===== AVAILABLE DATA
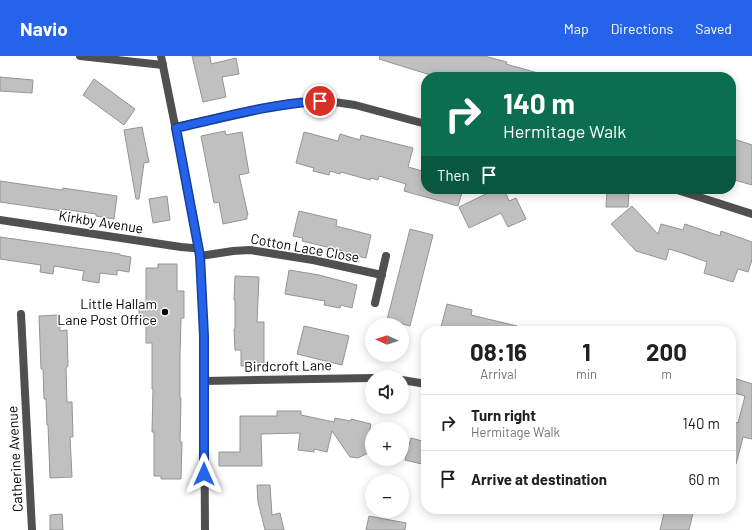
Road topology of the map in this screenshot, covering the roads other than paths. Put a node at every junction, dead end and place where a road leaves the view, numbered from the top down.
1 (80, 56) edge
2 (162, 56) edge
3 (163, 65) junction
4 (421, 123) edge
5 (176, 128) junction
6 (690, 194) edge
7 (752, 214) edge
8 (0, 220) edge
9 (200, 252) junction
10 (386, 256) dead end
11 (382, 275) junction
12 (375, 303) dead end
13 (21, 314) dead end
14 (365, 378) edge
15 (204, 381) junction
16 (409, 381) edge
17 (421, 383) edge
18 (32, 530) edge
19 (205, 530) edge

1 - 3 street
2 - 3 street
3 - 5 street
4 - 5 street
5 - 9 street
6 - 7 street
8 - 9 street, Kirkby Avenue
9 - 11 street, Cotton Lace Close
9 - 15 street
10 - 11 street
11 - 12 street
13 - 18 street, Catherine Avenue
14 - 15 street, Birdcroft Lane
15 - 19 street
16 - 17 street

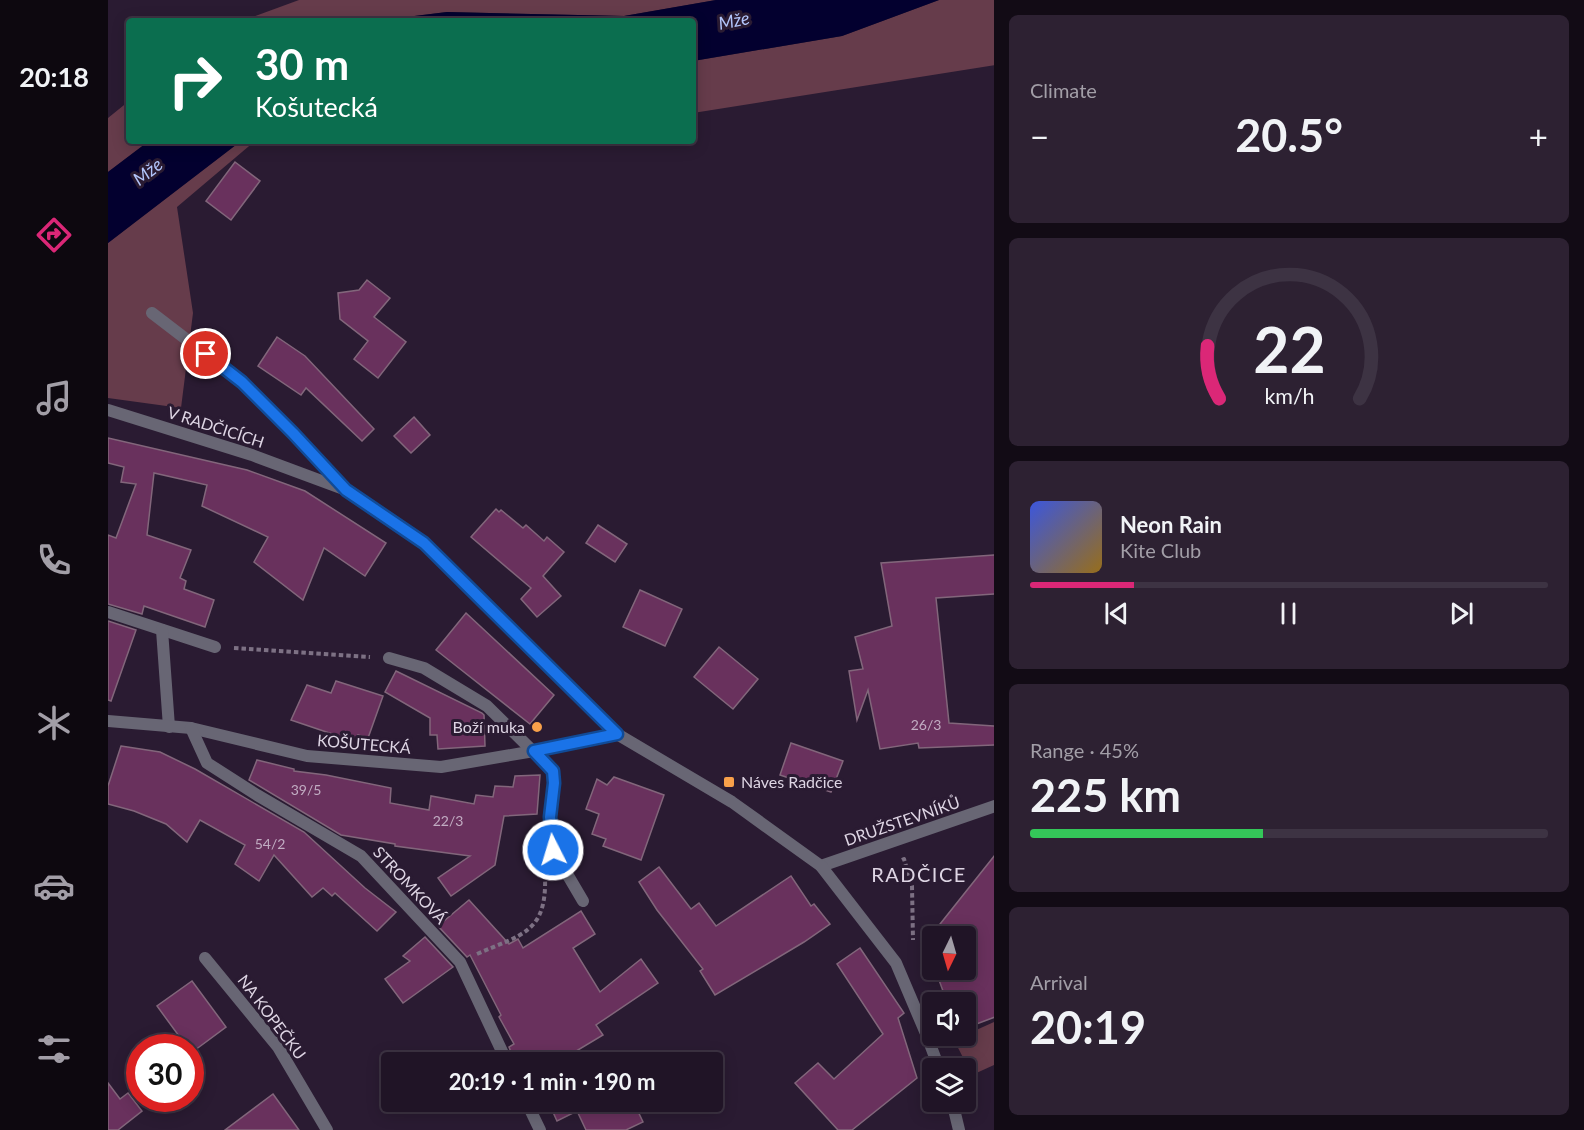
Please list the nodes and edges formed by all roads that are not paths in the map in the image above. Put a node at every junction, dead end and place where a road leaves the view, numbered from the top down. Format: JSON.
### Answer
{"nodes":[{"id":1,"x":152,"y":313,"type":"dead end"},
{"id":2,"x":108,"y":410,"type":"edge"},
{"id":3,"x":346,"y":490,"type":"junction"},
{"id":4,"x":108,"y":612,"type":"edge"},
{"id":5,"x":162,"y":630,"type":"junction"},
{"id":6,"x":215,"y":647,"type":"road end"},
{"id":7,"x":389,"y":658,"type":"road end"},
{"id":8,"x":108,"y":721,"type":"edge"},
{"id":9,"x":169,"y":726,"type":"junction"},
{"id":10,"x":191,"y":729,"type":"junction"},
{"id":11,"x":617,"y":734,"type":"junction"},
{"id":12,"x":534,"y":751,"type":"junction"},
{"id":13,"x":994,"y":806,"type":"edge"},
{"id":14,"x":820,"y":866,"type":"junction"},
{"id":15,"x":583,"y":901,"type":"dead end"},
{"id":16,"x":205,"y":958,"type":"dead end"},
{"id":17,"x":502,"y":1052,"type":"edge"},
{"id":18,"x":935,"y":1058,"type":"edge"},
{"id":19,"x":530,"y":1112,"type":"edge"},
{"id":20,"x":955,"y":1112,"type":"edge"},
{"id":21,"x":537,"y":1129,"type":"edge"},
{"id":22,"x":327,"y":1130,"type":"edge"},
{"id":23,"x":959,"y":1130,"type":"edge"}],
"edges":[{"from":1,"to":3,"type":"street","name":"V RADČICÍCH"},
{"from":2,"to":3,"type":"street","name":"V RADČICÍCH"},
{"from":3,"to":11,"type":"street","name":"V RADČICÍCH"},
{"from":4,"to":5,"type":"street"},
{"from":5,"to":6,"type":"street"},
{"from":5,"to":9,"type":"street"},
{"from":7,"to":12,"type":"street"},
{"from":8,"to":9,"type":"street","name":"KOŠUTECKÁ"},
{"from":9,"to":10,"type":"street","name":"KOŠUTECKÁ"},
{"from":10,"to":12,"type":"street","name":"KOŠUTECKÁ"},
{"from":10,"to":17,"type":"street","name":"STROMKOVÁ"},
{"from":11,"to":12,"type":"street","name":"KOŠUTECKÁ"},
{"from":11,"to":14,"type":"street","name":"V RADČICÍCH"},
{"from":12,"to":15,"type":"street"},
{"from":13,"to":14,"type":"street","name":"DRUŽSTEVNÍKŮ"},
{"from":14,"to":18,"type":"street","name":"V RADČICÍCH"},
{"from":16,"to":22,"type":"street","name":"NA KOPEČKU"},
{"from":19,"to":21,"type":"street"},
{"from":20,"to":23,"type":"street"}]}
==========
===== AVAILABLE DATA
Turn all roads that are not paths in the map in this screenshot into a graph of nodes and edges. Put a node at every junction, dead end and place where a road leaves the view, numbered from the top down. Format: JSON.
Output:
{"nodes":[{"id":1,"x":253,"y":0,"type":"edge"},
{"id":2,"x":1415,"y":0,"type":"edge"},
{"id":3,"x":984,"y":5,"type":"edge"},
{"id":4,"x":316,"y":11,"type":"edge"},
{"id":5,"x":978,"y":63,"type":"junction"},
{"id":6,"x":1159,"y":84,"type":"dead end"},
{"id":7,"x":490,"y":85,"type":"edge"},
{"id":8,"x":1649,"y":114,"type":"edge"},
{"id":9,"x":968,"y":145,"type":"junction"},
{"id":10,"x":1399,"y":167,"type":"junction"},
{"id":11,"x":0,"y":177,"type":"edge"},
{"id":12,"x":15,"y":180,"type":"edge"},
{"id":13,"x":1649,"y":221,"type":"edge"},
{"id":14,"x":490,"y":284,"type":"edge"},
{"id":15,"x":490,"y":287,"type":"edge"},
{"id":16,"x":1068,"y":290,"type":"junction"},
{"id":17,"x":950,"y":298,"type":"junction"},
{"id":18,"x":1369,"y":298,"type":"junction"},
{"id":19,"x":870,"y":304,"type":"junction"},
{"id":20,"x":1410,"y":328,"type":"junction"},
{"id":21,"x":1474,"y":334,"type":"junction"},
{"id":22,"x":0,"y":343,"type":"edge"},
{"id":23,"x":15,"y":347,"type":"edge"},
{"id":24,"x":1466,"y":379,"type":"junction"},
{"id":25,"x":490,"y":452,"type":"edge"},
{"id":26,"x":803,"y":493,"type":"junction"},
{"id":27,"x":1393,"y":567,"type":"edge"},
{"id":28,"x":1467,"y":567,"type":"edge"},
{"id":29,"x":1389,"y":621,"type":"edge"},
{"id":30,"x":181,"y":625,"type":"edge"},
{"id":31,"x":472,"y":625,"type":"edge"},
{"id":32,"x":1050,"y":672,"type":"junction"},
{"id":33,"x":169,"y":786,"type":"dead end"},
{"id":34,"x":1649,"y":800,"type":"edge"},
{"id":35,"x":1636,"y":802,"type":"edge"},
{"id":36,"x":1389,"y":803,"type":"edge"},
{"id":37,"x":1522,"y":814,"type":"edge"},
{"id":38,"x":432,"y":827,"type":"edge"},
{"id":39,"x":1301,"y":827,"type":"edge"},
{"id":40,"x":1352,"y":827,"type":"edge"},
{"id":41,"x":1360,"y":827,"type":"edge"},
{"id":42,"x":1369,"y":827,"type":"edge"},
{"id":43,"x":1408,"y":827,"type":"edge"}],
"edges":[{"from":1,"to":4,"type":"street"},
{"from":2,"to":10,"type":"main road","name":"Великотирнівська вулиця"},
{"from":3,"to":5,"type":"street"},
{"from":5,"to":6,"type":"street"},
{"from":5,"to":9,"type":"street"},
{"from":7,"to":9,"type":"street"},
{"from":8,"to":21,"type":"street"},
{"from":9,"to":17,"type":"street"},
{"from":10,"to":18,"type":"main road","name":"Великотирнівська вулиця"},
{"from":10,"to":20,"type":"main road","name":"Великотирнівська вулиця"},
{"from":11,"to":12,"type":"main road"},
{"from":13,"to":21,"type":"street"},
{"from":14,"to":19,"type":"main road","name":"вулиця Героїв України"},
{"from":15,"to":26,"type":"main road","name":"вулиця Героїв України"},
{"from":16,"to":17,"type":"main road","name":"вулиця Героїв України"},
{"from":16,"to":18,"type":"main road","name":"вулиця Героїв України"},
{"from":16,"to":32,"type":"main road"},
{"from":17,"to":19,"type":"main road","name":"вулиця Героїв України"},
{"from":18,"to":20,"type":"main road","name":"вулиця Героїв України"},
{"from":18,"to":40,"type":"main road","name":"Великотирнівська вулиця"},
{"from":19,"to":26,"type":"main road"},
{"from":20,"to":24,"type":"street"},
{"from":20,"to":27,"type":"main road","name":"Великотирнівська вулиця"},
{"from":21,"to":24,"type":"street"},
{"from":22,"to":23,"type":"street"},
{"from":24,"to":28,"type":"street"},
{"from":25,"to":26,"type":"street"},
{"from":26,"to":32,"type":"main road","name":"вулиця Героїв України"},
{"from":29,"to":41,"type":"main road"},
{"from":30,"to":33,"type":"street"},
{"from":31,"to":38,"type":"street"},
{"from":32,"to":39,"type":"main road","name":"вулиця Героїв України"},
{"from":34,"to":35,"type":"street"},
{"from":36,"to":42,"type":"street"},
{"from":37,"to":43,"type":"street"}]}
==========
## TASK DESCRIPTION:
Repeat the lines above exactly, beginning with the one containing "Road topology of" and finishing with the one containing "Please list the". No pictures belong in the copy.

## RESPONSE TO THE EXERCISE:
Road topology of the map in this screenshot, covering the roads other than paths. Put a node at every junction, dead end and place where a road leaves the view, numbered from the top down.
1 (80, 56) edge
2 (162, 56) edge
3 (163, 65) junction
4 (421, 123) edge
5 (176, 128) junction
6 (690, 194) edge
7 (752, 214) edge
8 (0, 220) edge
9 (200, 252) junction
10 (386, 256) dead end
11 (382, 275) junction
12 (375, 303) dead end
13 (21, 314) dead end
14 (365, 378) edge
15 (204, 381) junction
16 (409, 381) edge
17 (421, 383) edge
18 (32, 530) edge
19 (205, 530) edge

1 - 3 street
2 - 3 street
3 - 5 street
4 - 5 street
5 - 9 street
6 - 7 street
8 - 9 street, Kirkby Avenue
9 - 11 street, Cotton Lace Close
9 - 15 street
10 - 11 street
11 - 12 street
13 - 18 street, Catherine Avenue
14 - 15 street, Birdcroft Lane
15 - 19 street
16 - 17 street

Please list the nodes and edges formed by all roads that are not paths in the map in the image above. Put a node at every junction, dead end and place where a road leaves the view, numbered from the top down. Format: JSON.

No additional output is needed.